*Directions for this task:* Locate each line below that includes "than" and reproduce it.

*Extracted material:*
-- -- --
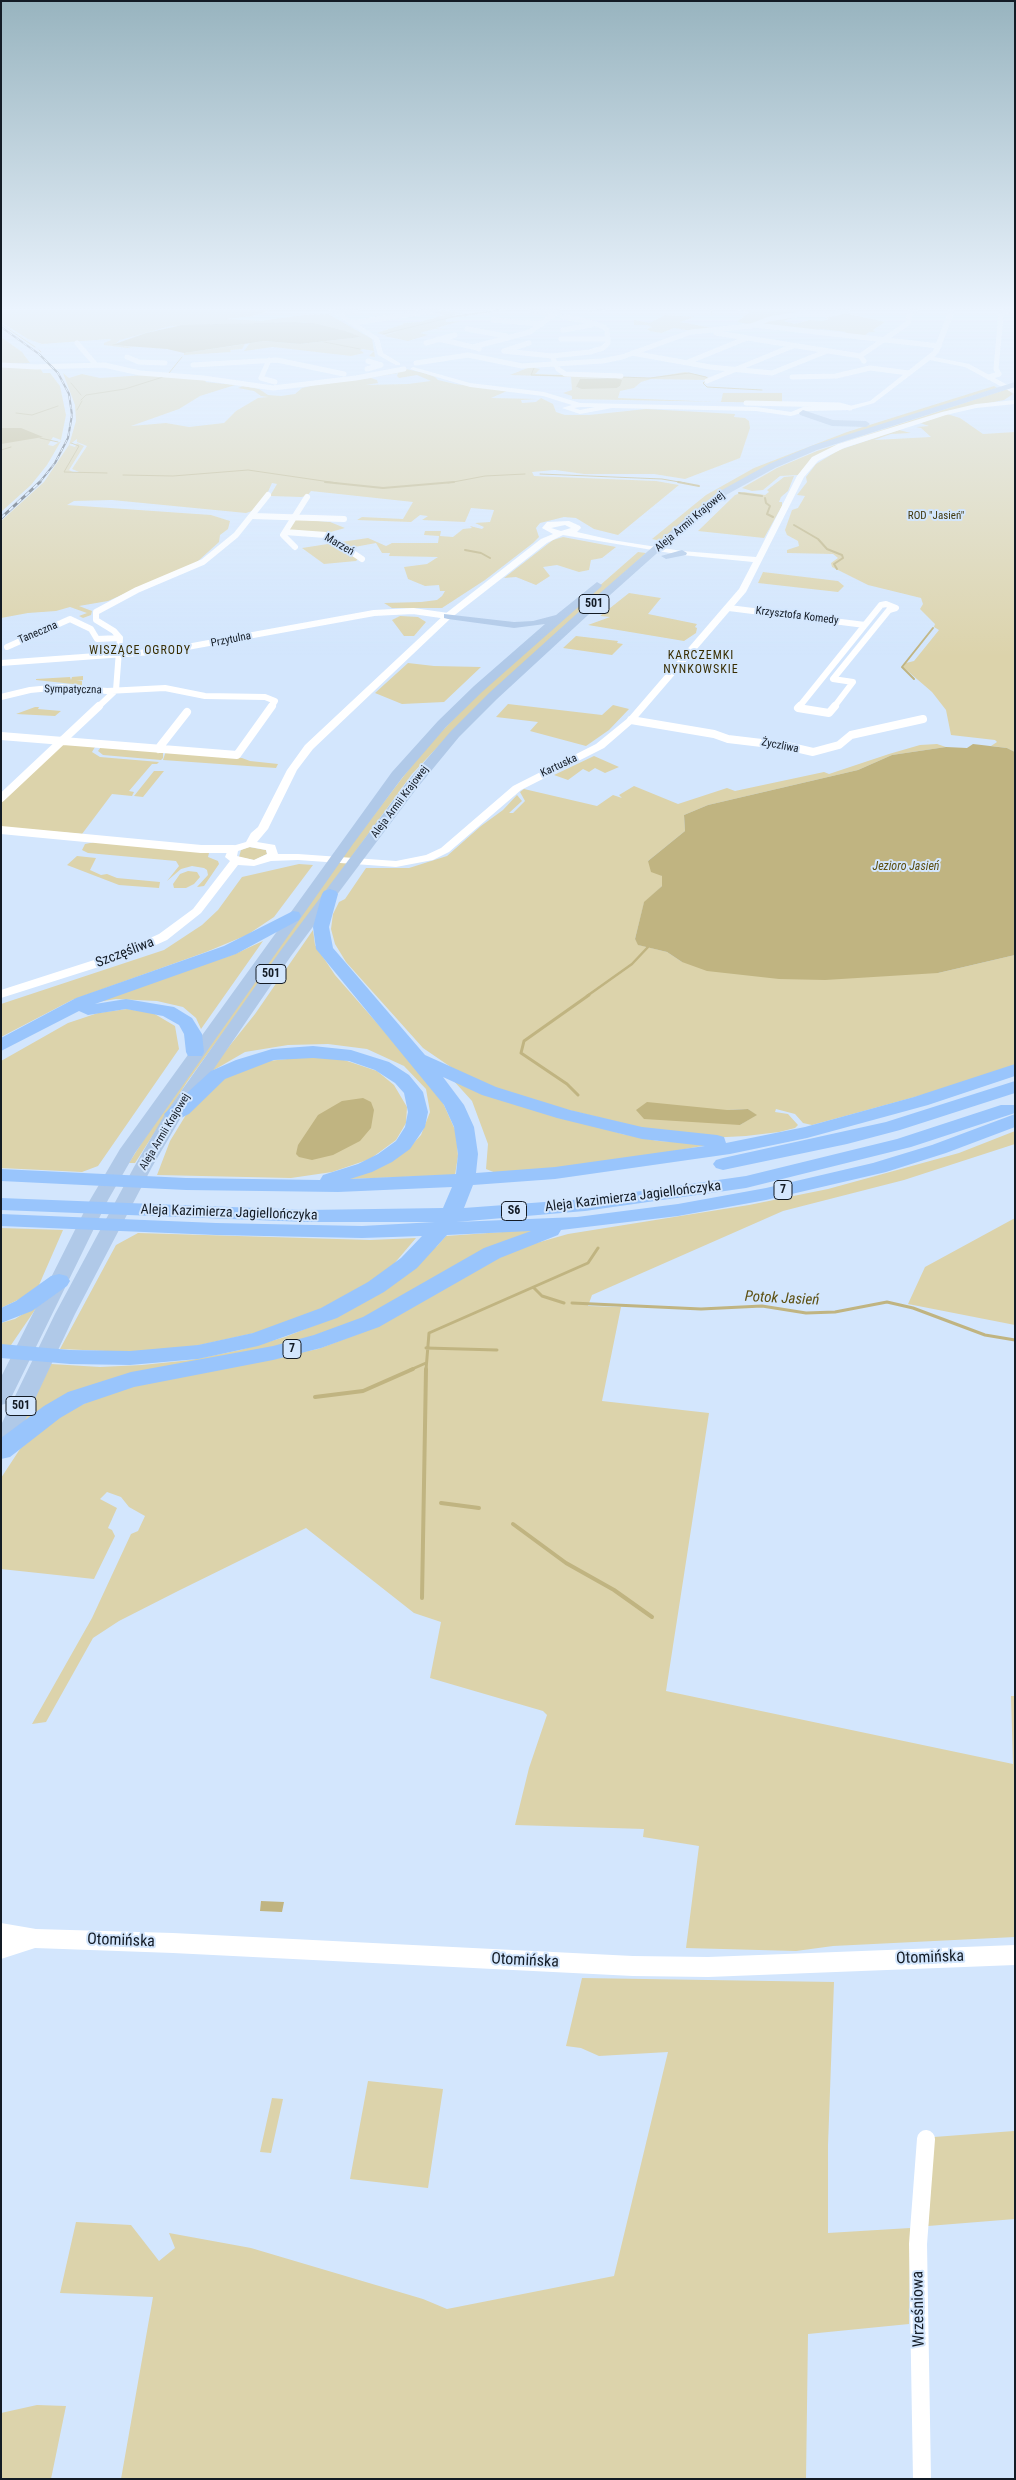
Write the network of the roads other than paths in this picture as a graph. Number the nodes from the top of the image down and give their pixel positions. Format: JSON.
-- -- --
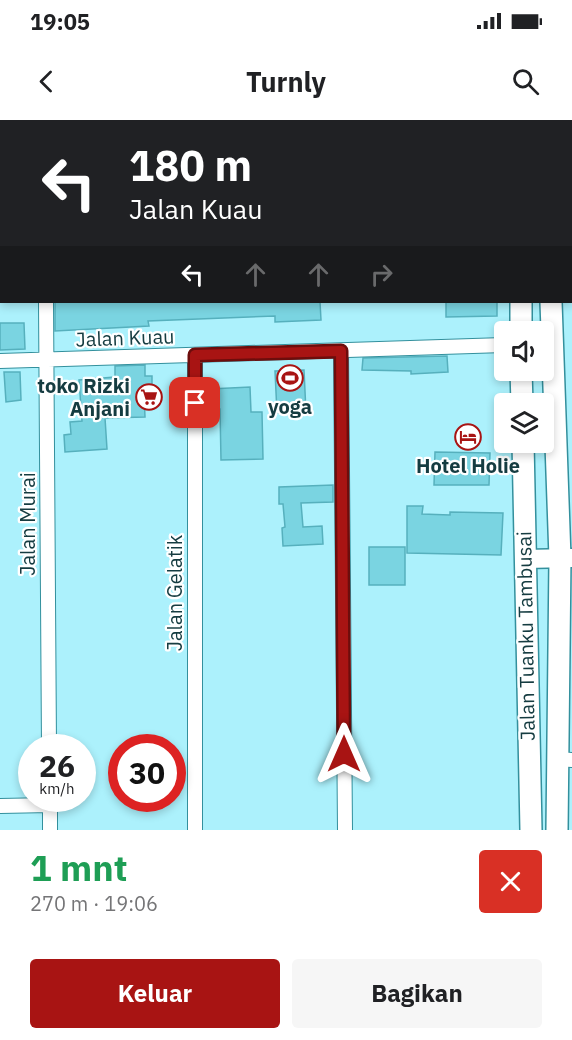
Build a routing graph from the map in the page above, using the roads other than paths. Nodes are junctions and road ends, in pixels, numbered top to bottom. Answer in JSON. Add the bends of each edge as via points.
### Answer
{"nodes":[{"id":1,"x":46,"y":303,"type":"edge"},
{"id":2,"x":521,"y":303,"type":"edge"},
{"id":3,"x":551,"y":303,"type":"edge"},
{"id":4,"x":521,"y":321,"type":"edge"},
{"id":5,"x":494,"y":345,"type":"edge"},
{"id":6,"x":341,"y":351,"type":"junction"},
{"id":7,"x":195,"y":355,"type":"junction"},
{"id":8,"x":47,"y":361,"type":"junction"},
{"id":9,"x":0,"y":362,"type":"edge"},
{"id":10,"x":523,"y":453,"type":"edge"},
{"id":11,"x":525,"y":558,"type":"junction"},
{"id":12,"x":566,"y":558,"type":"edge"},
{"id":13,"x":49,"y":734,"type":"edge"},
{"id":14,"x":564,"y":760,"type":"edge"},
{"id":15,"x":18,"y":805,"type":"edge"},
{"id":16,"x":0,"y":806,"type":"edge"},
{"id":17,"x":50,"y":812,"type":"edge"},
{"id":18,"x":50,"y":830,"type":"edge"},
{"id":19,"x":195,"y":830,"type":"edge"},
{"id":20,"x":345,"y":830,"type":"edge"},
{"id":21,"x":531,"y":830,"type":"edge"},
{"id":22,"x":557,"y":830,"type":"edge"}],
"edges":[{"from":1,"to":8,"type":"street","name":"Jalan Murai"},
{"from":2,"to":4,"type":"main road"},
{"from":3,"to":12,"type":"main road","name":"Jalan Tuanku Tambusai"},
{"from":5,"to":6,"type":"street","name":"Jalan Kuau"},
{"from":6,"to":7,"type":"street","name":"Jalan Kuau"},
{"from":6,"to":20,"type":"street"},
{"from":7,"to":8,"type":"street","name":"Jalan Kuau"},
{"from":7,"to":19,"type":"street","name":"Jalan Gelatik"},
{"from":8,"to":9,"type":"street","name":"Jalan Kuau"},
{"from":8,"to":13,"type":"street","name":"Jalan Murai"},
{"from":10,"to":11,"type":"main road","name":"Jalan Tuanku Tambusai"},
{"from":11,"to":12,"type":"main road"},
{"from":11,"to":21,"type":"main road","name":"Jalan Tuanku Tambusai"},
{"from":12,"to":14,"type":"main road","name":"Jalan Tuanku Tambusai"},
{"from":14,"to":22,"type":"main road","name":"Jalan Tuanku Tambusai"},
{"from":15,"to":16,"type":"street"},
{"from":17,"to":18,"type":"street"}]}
-- -- --
*Final answer:*
Write the network of the roads other than paths in this picture as a graph. Number the nodes from the top of the image down and give their pixel positions. Format: JSON.
Build a routing graph from the map in the page above, using the roads other than paths. Nodes are junctions and road ends, in pixels, numbered top to bottom. Answer in JSON. Add the bends of each edge as via points.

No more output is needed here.